Macron 2.0? Forse che sì forse che no
Come era previsto dai sondaggi, che una volta tanto ci hanno azzeccato, Emmanuel Macron non ha dovuto interrompere la sua residenza all’Hotel dell’Eliseo, sede della presidenza della Repubblica francese. Per altri cinque anni guiderà il Paese dei 365 formaggi (anzi, di più, secondo il noto detto del generale De Gaulle), cercando di trovare quella sintonia col suo popolo che gli è mancata sin dagli inizi della sua carriera politica.

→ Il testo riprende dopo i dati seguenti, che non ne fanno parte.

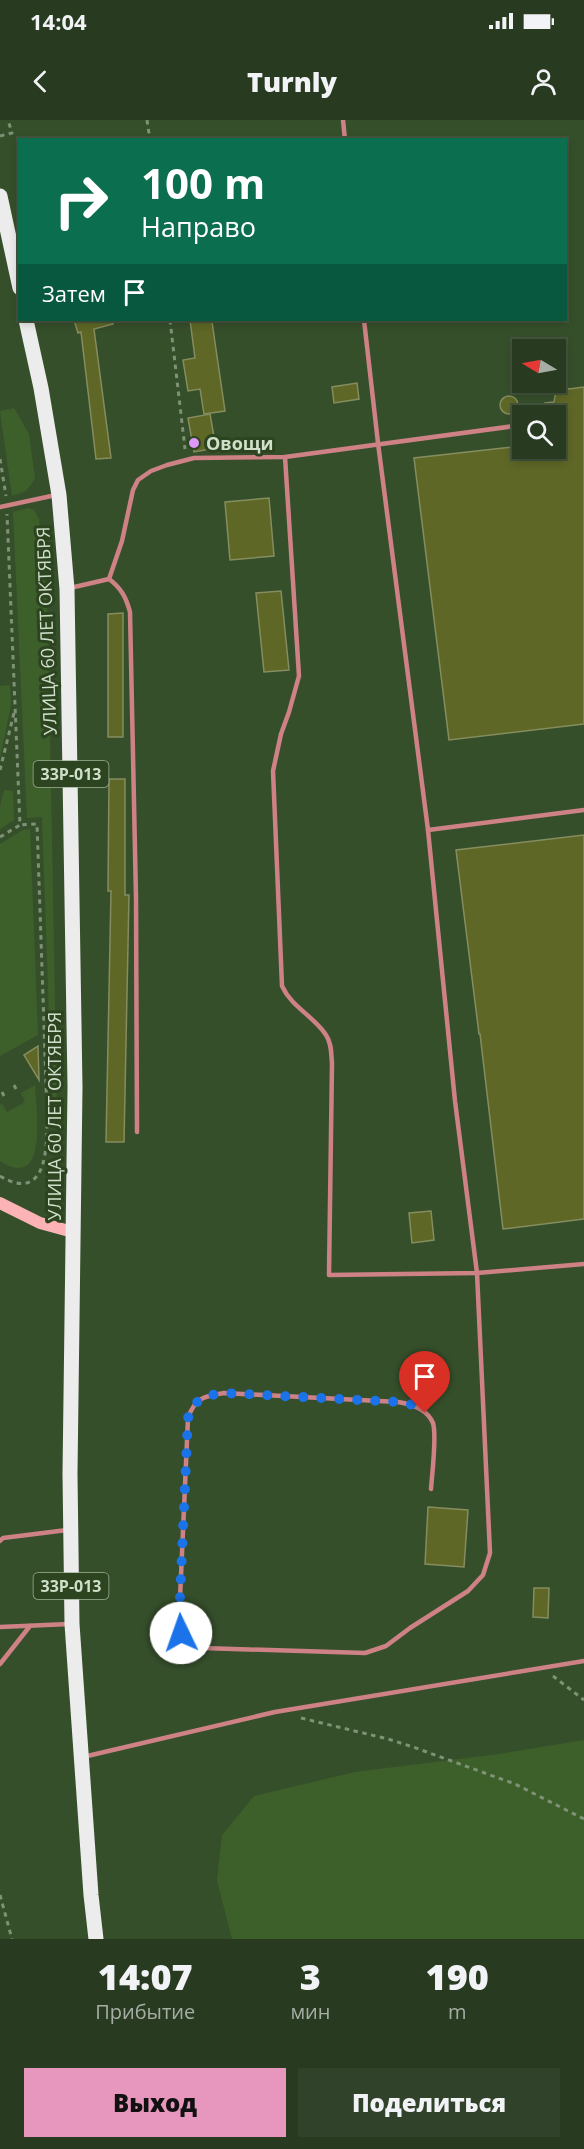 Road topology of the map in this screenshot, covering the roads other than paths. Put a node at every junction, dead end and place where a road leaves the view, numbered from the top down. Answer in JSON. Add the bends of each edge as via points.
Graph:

Figlio della trafila formativa e amministrativa più tradizionale della Francia, Macron si è sempre presentato come un jeune cadre dynamique, un giovane quadro dirigente dinamico, come si dice in Francia per indicare i giovani rampanti, e per giunta parigino. Non si è mai mostrato come un “figlio del territorio”, attaccato alle tradizioni locali, al terroir, ed espressione di uno dei partiti tradizionali, oggi in gravissima crisi. Macron è stato eletto due volte perché non aveva di fronte a sé avversari adeguati. Ed ora ripercorre la tradizione dei De Gaulle, dei Mitterrand e dei Chirac, eletti due volte, seppur per mandati di sette anni, alla presidenza della Repubblica francese.
Solo Marine Le Pen per due volte lo ha sfidato, godendo dell’appoggio di una base contraria alla tradizionale congrega di politicanti francese, ma non riuscendo a godere a sufficienza della base di scontenti che pur esiste in Francia, comunque legati al “patto repubblicano” di non permettere all’estrema destra di salire al potere. Più del 42 % raggiunto questa volta è difficile per lei incamerare: sembra difficile che possa aumentare ulteriormente i suoi suffragi per arrivare all’Eliseo. Come da lei stesso annunciato in campagna elettorale, forse è giunto il momento di farsi da parte, anche se nelle dichiarazioni post-elettorali la figlia di Jean-Marie sembra essersi rimangiata almeno in parte la promessa: non abbandonerà i suoi sostenitori.
Paradossalmente, la rielezione di Macron al secondo turno sarebbe andata diversamente se un candidato qualunque del centrosinistra avesse raggiunto il ballottaggio, perché la patente di “repubblicano doc” appartiene agli esponenti del centro o della sinistra ma non della destra. Fatto sta che Macron ha vinto il secondo turno delle elezioni presidenziali francesi con 7 punti in meno delle elezioni del 2017 (allora 66%, oggi 58%), il che già dice la difficoltà di essere rieletto con un bacino di supporter che è poco più di un quarto dell’elettorato francese, e con quote di popolarità bassissime. Se Macron ha sì riconquistato la poltrona, non è però ancora entrato nel cuore dei francesi che l’hanno rieletto solo perché non c’era di meglio da fare.
Macron ha vinto il secondo turno ma non ancora il terzo delle elezioni, quelle delle legislative che si terranno tra un paio di mesi. Riuscirà a creare un governo con una maggioranza a lui fedele o dovrà, come è accaduto a Chirac e Hollande, dover coabitare con un premier espressione di una maggioranza diversa dalla sua? La questione è complicata dal sistema elettorale francese, che prevede in ogni dipartimento elettorale una mini-elezione presidenziale, con tanto di due turni. Se Marine Le Pen non stringe alleanze con Zemmour e altri candidati della destra, riuscirà a ottenere solo poche decine di deputati, e analogamente si può dire per Mélenchon, il candidato della sinistra che ha ottenuto più del 20 per cento dei voti al primo turno. Le alleanze in Francia sono essenziali per conquistare il parlamento, e per di più vi deve essere un radicamento nel territorio per riuscire nell’impresa.
È per questo motivo che i partiti tradizionali, cioè gli schieramenti gaullisti e socialisti, possono sperare di risorgere alle prossime legislative. Ma alle presidenziali hanno ottenuto risultati talmente insignificanti da mettere ora in dubbio la loro capacità di resilienza, e quindi di riprendere il loro posto all’Assemblea Nazionale ai livelli del passato. Cosicché non è escluso che in parlamento non si riesca ad avere maggioranze chiare e sicure.
In sostanza, Macron può essere considerato il primo prodotto dell’era digitale, quasi un avatar di sé stesso, un personaggio bionico incapace di sentimenti popolari, che resta in sella solo perché riesce a far funzionare bene i suoi algoritmi elettorali. Che lo si voglia o no, solo un francese su cinque è convinto che sia la scelta migliore.